Every line in the following data that has "street" counts toward the total; state that total alone.
====== Source material
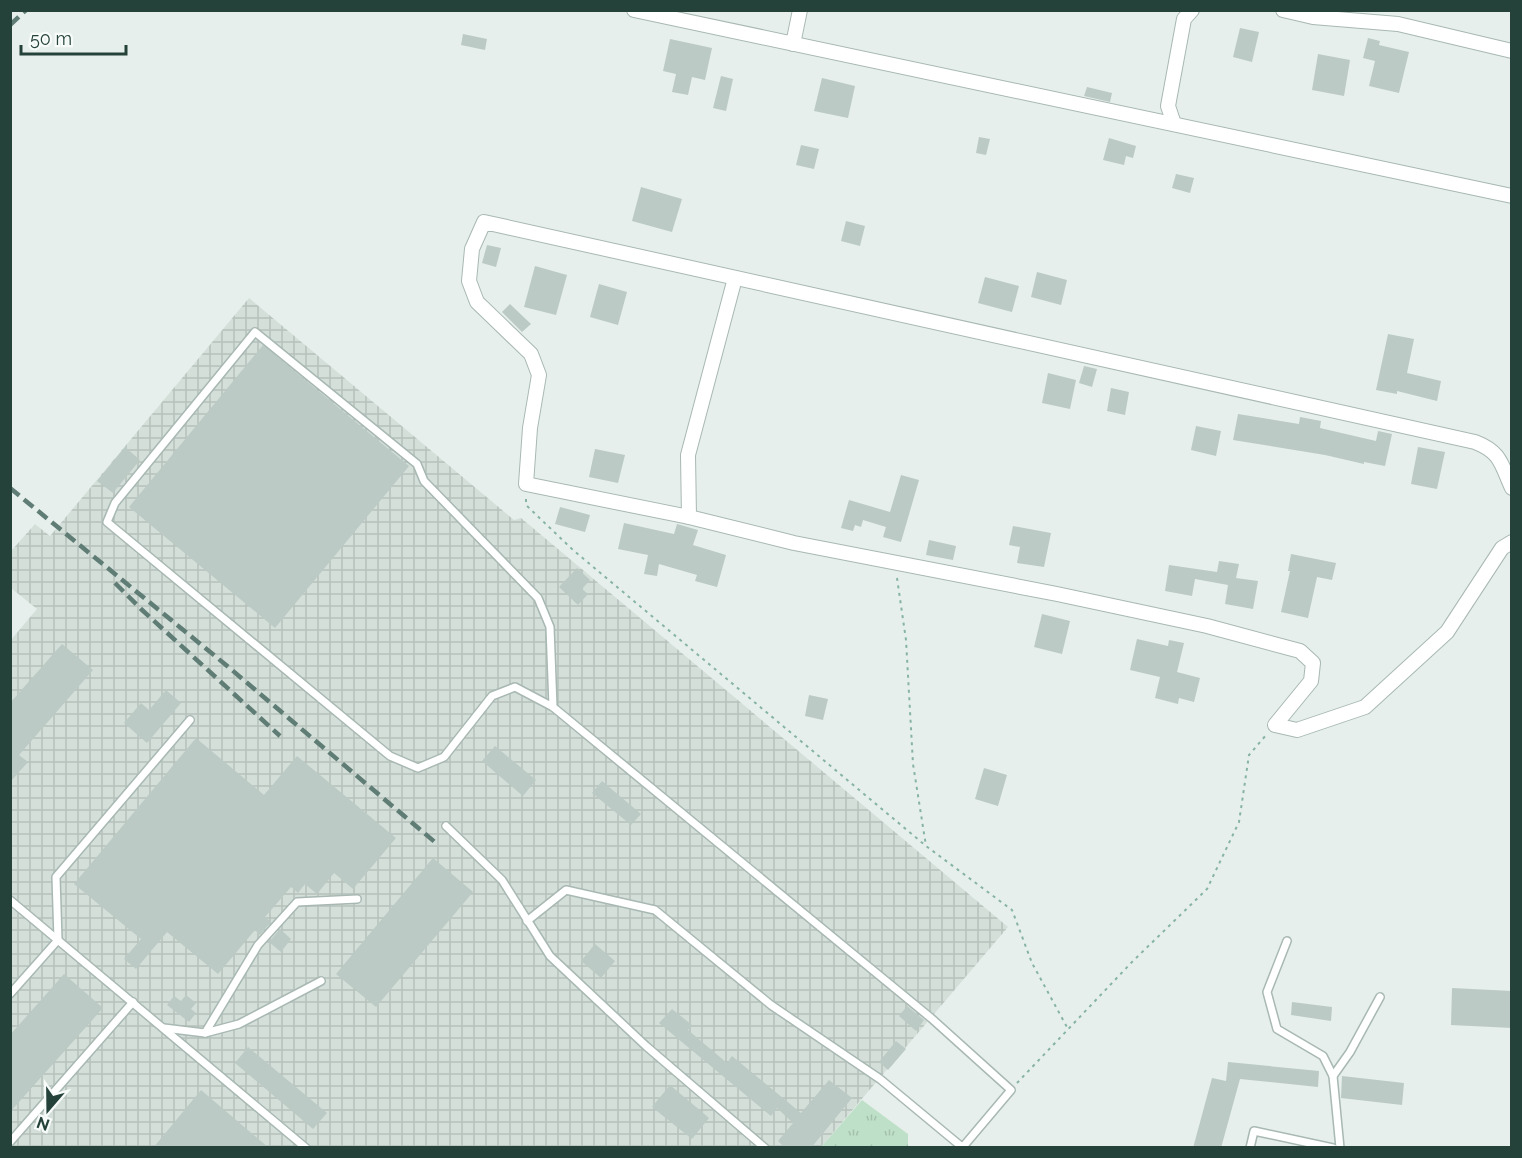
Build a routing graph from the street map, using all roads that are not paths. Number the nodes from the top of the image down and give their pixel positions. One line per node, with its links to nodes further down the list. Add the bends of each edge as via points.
1 (634, 10): 5 (street)
2 (800, 10): 5 (street)
3 (1192, 10): 7 (street, via 1184,19 1168,106)
4 (1283, 10): 6 (street, via 1312,17 1398,24)
5 (793, 44): 7 (street)
6 (1512, 51)
7 (1174, 124): 8 (street)
8 (1512, 195)
9 (735, 278): 10 (street, via 1475,442 1491,448); 11 (street, via 688,455); 11 (street, via 484,222 472,249 470,281 477,302 531,354 539,375 526,484)
10 (1512, 488)
11 (689, 517): 12 (street, via 794,543 1184,621 1300,651 1314,663 1311,681 1275,725 1297,730 1365,706 1447,632 1502,548)
12 (1512, 542)
13 (553, 707): 13 (lane, via 550,627 538,598 424,481 417,464 255,332 115,503 107,522 390,756 418,768 444,757 492,696 515,687); 29 (lane, via 922,1011 1011,1090)
14 (190, 720): 19 (lane, via 56,877)
15 (446, 826): 18 (lane, via 502,880)
16 (357, 899): 26 (lane, via 297,902 258,945)
17 (10, 900): 19 (lane)
18 (528, 921): 29 (lane, via 566,890 655,910 771,1005 880,1079); 31 (lane, via 550,956 646,1047)
19 (58, 939): 22 (lane); 24 (lane)
20 (1287, 941): 27 (lane, via 1268,992 1277,1029 1323,1056)
21 (321, 981): 26 (lane, via 239,1024)
22 (10, 994)
23 (1380, 996): 27 (lane)
24 (133, 1002): 25 (lane); 28 (lane)
25 (164, 1028): 26 (lane); 30 (lane)
26 (205, 1033)
27 (1333, 1076): 34 (lane)
28 (10, 1142)
29 (962, 1147)
30 (306, 1148)
31 (765, 1148)
32 (1250, 1148): 33 (lane, via 1254,1131)
33 (1333, 1148)
34 (1340, 1148)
============
Result below
9